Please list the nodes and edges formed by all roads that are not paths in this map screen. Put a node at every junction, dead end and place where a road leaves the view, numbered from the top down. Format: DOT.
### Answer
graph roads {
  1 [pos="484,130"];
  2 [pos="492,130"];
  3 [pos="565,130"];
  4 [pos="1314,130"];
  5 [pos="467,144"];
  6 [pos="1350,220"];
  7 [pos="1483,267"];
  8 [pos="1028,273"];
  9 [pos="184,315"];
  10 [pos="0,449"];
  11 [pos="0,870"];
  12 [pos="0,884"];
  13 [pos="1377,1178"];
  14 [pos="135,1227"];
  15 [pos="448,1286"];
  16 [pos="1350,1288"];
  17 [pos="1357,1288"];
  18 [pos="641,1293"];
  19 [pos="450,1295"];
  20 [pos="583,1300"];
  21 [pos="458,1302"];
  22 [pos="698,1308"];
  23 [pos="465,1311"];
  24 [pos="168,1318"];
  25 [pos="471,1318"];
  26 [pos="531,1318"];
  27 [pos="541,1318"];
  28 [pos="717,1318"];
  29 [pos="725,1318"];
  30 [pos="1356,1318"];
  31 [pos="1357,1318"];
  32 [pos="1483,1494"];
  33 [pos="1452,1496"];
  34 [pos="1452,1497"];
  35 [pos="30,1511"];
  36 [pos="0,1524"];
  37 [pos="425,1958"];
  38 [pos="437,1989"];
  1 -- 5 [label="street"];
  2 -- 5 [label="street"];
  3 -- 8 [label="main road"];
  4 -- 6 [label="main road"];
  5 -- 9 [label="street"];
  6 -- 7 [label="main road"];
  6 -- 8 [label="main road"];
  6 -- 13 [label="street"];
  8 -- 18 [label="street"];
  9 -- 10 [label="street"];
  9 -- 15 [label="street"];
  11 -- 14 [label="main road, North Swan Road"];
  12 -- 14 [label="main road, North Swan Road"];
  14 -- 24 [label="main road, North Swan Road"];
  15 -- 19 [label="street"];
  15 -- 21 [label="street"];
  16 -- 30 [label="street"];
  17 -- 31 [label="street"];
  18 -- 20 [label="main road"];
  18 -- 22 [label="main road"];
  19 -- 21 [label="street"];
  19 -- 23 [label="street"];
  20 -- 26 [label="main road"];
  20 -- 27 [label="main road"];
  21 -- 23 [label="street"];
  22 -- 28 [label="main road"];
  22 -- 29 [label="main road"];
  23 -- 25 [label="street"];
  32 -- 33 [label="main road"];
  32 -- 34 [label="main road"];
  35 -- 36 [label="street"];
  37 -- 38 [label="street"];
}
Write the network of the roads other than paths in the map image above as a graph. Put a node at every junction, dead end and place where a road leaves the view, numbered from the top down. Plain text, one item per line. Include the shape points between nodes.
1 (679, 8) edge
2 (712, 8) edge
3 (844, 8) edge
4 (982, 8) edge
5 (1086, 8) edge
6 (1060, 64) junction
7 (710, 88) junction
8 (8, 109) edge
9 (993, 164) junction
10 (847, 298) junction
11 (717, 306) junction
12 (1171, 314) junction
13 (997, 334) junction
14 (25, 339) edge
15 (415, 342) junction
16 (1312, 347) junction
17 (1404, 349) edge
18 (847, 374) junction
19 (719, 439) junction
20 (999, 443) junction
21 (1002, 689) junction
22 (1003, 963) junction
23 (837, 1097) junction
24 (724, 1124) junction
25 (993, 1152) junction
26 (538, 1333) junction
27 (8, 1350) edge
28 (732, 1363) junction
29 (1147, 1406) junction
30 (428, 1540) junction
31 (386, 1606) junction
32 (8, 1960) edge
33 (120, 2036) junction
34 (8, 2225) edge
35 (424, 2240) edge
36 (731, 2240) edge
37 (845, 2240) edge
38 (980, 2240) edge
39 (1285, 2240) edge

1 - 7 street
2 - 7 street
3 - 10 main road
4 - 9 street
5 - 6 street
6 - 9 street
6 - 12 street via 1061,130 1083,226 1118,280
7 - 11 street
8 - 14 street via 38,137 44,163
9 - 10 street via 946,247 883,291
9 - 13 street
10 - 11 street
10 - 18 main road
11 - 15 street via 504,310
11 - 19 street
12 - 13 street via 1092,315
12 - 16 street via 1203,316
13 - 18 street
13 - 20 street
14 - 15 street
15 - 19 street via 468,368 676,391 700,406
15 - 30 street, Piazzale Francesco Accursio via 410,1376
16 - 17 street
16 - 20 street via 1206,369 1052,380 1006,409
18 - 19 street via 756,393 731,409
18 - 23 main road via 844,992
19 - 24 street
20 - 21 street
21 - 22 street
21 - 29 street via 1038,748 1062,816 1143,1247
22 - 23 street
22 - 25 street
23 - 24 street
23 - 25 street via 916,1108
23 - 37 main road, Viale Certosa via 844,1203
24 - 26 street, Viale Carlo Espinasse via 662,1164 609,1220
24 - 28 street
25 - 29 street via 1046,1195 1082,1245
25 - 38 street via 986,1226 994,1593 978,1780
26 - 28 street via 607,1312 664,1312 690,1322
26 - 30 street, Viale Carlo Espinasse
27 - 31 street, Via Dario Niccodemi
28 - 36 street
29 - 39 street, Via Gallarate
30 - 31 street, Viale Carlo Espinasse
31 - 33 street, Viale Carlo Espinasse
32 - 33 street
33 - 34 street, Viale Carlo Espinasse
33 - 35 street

====

If a line in the records above contains "where", copy that line.

## RESPONSE BELOW
Please list the nodes and edges formed by all roads that are not paths in this map screen. Put a node at every junction, dead end and place where a road leaves the view, numbered from the top down. Format: DOT.
Write the network of the roads other than paths in the map image above as a graph. Put a node at every junction, dead end and place where a road leaves the view, numbered from the top down. Plain text, one item per line. Include the shape points between nodes.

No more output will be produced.